PROBLEM DESCRIPTION | Please repeat every entry exactly as written, but skip the pictures.

============

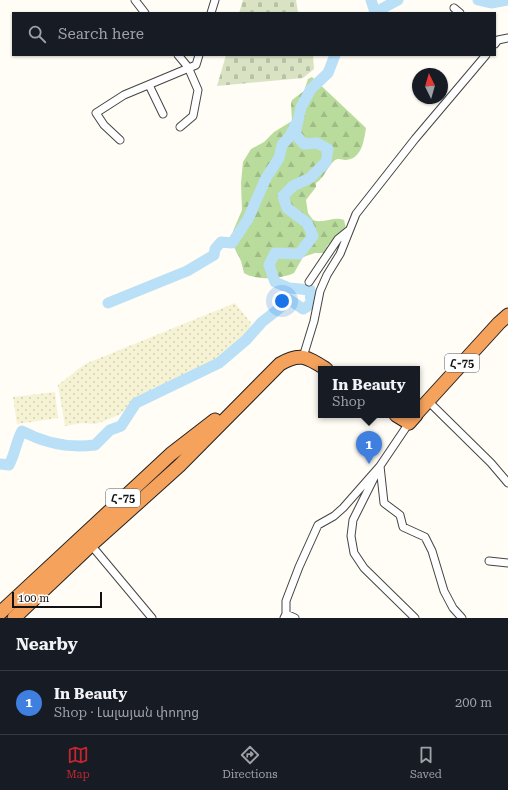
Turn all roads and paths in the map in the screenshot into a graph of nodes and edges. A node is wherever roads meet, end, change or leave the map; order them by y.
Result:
1 (135, 0) edge
2 (215, 0) edge
3 (145, 12) edge
4 (211, 12) edge
5 (508, 38) edge
6 (496, 41) edge
7 (179, 56) edge
8 (199, 56) edge
9 (485, 56) edge
10 (188, 68) junction
11 (149, 85) junction
12 (163, 114) dead end
13 (180, 127) dead end
14 (120, 140) dead end
15 (348, 231) junction
16 (309, 282) dead end
17 (508, 315) edge
18 (303, 357) junction
19 (320, 366) edge
20 (252, 391) junction
21 (428, 400) junction
22 (420, 410) edge
23 (413, 418) edge
24 (380, 466) junction
25 (508, 484) edge
26 (91, 545) junction
27 (489, 561) dead end
28 (508, 563) edge
29 (0, 613) edge
30 (285, 616) edge
31 (14, 618) edge
32 (152, 618) edge
33 (295, 618) edge
34 (414, 618) edge
35 (462, 618) edge

1 - 3 street
2 - 4 street
5 - 6 street
7 - 10 street
8 - 10 street
9 - 15 street
10 - 11 street
10 - 13 street
11 - 12 street
11 - 14 street
15 - 16 street
15 - 18 street
17 - 21 highway, Հ-75
18 - 19 highway
18 - 20 highway, Հ-75
20 - 26 highway, Հ-75
20 - 29 highway, Հ-75
21 - 22 highway, Հ-75
21 - 25 street
23 - 24 street
24 - 30 street
24 - 34 street
24 - 35 street
26 - 31 highway, Հ-75
26 - 32 street
27 - 28 street
30 - 33 street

============

ANSWER TO THIS EXERCISE |
Turn all roads and paths in the map in the screenshot into a graph of nodes and edges. A node is wherever roads meet, end, change or leave the map; order them by y.
Result:
1 (135, 0) edge
2 (215, 0) edge
3 (145, 12) edge
4 (211, 12) edge
5 (508, 38) edge
6 (496, 41) edge
7 (179, 56) edge
8 (199, 56) edge
9 (485, 56) edge
10 (188, 68) junction
11 (149, 85) junction
12 (163, 114) dead end
13 (180, 127) dead end
14 (120, 140) dead end
15 (348, 231) junction
16 (309, 282) dead end
17 (508, 315) edge
18 (303, 357) junction
19 (320, 366) edge
20 (252, 391) junction
21 (428, 400) junction
22 (420, 410) edge
23 (413, 418) edge
24 (380, 466) junction
25 (508, 484) edge
26 (91, 545) junction
27 (489, 561) dead end
28 (508, 563) edge
29 (0, 613) edge
30 (285, 616) edge
31 (14, 618) edge
32 (152, 618) edge
33 (295, 618) edge
34 (414, 618) edge
35 (462, 618) edge

1 - 3 street
2 - 4 street
5 - 6 street
7 - 10 street
8 - 10 street
9 - 15 street
10 - 11 street
10 - 13 street
11 - 12 street
11 - 14 street
15 - 16 street
15 - 18 street
17 - 21 highway, Հ-75
18 - 19 highway
18 - 20 highway, Հ-75
20 - 26 highway, Հ-75
20 - 29 highway, Հ-75
21 - 22 highway, Հ-75
21 - 25 street
23 - 24 street
24 - 30 street
24 - 34 street
24 - 35 street
26 - 31 highway, Հ-75
26 - 32 street
27 - 28 street
30 - 33 street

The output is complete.